→ **WHAT IS NEEDED**: How many lines in these records hold the string "edges"? Reply with the number alone.

→ **RECORDS PROVIDED**:
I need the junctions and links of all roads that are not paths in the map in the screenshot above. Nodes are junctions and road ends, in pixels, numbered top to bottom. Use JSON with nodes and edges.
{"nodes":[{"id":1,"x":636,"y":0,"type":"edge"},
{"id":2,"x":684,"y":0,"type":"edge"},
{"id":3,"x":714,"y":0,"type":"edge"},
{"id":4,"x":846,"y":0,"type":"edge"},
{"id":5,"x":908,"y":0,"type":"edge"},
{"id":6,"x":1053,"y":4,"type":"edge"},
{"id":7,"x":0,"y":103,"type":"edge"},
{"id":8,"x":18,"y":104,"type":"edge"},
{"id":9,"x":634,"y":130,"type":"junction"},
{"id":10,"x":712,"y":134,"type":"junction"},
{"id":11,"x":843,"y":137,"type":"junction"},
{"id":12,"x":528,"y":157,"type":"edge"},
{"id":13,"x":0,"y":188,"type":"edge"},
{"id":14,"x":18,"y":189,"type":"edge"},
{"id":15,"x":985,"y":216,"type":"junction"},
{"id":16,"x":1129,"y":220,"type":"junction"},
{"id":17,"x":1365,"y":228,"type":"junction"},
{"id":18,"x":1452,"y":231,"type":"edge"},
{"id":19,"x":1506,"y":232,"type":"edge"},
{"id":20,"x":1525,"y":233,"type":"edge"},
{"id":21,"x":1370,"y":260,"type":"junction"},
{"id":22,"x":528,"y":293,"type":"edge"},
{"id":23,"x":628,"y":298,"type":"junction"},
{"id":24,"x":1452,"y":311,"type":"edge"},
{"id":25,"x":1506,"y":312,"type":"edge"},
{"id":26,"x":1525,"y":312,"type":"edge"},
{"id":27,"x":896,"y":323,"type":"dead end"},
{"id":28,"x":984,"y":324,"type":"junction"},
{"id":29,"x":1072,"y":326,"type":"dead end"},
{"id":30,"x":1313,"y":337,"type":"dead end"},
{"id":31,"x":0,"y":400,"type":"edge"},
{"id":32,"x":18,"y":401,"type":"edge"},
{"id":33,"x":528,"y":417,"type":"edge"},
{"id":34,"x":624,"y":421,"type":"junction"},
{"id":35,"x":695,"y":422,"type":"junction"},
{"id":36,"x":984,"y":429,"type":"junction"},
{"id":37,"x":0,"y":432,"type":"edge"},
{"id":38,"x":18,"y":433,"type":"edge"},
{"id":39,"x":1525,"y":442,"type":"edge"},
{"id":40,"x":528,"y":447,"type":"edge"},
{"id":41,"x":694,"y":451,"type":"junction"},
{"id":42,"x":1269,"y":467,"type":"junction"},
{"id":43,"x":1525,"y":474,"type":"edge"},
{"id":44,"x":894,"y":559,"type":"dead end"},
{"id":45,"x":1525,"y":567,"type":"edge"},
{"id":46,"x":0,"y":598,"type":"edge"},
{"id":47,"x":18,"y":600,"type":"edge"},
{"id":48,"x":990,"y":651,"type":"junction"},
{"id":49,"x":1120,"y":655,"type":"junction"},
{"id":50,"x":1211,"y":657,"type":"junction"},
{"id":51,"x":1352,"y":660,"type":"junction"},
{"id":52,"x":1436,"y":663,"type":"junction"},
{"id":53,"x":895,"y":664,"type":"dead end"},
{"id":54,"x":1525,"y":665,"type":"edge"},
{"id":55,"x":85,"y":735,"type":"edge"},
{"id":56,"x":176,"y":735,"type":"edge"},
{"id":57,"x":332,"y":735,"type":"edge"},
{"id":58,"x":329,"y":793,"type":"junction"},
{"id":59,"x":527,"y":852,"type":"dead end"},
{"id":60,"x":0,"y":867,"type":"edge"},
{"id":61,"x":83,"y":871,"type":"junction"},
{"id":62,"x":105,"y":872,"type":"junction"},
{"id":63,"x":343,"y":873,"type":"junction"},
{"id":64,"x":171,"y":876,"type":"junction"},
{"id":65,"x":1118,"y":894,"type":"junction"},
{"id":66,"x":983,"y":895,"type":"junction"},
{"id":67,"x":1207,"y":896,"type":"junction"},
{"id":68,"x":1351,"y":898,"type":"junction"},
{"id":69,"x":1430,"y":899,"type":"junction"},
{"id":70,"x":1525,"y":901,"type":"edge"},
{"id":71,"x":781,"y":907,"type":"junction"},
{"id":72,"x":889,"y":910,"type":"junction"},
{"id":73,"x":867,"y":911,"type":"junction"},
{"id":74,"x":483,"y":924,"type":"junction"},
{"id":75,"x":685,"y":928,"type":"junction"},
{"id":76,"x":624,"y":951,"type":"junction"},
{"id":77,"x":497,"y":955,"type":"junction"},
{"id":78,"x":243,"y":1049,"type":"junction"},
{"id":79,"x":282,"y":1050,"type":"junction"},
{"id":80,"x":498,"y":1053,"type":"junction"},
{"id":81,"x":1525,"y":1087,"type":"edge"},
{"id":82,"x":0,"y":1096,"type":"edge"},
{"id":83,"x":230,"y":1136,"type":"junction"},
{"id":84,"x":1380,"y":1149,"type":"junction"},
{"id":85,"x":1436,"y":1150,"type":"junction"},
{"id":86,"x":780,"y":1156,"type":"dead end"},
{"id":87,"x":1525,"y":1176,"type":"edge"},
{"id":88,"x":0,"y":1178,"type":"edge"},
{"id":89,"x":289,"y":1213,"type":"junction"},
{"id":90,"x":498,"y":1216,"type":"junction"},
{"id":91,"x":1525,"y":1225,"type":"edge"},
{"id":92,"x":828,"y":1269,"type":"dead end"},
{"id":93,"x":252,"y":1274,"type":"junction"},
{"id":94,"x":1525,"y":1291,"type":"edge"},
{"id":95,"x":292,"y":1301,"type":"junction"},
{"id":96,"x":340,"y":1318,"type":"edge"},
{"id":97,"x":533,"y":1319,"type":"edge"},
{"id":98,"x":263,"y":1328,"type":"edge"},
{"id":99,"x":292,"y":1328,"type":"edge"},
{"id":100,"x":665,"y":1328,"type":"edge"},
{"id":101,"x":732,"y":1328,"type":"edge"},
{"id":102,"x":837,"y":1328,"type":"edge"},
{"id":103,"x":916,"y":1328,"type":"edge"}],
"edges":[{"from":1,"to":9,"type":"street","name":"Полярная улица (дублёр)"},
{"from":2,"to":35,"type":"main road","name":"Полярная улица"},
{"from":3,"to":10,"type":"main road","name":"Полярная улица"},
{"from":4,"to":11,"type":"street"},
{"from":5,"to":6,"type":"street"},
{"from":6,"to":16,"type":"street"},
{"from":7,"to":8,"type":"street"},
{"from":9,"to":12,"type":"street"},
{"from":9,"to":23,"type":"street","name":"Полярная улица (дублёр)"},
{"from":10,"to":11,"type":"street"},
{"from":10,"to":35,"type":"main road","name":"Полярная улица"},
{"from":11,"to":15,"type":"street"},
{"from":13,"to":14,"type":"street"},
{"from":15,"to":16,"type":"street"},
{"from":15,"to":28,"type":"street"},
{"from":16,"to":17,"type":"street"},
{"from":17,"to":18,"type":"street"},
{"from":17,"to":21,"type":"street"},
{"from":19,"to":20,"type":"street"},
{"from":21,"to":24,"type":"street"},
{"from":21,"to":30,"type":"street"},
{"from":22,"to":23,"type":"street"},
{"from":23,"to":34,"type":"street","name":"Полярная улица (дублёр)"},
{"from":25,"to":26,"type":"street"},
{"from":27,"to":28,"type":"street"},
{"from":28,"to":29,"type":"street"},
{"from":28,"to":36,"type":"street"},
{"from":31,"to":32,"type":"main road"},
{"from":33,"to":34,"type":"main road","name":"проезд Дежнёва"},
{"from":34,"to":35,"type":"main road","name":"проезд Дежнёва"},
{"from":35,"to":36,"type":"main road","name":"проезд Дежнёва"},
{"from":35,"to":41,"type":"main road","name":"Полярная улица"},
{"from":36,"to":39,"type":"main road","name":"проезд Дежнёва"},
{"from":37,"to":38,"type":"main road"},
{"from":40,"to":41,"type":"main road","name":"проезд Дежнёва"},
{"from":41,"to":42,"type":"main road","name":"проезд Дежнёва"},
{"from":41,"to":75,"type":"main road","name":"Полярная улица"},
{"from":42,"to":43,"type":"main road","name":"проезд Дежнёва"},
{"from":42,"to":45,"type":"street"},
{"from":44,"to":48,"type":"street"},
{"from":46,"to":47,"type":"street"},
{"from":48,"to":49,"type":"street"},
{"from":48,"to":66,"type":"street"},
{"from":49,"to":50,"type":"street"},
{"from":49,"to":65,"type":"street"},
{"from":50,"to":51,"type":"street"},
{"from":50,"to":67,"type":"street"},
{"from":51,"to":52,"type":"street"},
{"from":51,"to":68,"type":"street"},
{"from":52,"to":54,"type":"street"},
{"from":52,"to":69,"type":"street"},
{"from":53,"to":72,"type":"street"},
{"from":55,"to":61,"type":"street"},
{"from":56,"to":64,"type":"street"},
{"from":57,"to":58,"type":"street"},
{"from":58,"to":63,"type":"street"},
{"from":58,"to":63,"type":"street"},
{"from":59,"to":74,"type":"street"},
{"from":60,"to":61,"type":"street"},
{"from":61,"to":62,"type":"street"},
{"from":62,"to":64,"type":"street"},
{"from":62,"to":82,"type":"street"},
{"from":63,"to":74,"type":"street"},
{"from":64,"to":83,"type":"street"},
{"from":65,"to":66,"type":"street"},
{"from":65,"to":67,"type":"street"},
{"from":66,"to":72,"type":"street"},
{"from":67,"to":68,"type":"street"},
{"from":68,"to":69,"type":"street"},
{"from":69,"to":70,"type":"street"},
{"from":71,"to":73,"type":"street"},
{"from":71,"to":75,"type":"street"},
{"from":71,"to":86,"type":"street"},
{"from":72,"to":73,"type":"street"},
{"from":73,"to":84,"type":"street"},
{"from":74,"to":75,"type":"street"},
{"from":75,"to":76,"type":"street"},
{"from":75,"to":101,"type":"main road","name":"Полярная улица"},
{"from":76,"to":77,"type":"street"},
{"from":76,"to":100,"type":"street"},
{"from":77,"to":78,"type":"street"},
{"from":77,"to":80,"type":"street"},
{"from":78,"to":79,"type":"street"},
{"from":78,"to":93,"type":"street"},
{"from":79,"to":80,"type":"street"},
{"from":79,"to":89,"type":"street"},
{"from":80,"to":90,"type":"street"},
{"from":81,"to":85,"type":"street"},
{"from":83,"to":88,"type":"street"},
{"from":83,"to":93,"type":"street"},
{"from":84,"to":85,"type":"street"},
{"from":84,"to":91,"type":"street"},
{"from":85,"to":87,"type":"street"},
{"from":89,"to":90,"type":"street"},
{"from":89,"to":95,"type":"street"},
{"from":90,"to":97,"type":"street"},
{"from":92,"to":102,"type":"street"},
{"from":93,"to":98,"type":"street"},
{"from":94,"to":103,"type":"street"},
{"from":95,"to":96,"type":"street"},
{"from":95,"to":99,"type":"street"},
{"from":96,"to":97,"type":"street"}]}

→ **YOUR SOLUTION**: 2